[[ Dataset entries, beginning ]]

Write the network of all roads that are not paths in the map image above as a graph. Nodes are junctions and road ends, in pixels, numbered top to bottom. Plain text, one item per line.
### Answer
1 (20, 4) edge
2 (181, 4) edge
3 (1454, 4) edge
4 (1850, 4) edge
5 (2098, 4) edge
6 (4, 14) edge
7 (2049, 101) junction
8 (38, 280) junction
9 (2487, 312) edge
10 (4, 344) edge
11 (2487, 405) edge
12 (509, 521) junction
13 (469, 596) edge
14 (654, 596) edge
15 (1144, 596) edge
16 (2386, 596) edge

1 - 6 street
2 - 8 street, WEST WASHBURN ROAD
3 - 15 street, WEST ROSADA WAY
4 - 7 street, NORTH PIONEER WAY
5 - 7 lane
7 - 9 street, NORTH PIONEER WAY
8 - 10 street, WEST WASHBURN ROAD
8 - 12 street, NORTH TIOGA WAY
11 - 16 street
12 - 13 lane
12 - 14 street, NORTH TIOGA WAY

[[ Dataset entries, end ]]

All of the lines above need to be given again exactly.

Write the network of all roads that are not paths in the map image above as a graph. Nodes are junctions and road ends, in pixels, numbered top to bottom. Plain text, one item per line.
### Answer
1 (20, 4) edge
2 (181, 4) edge
3 (1454, 4) edge
4 (1850, 4) edge
5 (2098, 4) edge
6 (4, 14) edge
7 (2049, 101) junction
8 (38, 280) junction
9 (2487, 312) edge
10 (4, 344) edge
11 (2487, 405) edge
12 (509, 521) junction
13 (469, 596) edge
14 (654, 596) edge
15 (1144, 596) edge
16 (2386, 596) edge

1 - 6 street
2 - 8 street, WEST WASHBURN ROAD
3 - 15 street, WEST ROSADA WAY
4 - 7 street, NORTH PIONEER WAY
5 - 7 lane
7 - 9 street, NORTH PIONEER WAY
8 - 10 street, WEST WASHBURN ROAD
8 - 12 street, NORTH TIOGA WAY
11 - 16 street
12 - 13 lane
12 - 14 street, NORTH TIOGA WAY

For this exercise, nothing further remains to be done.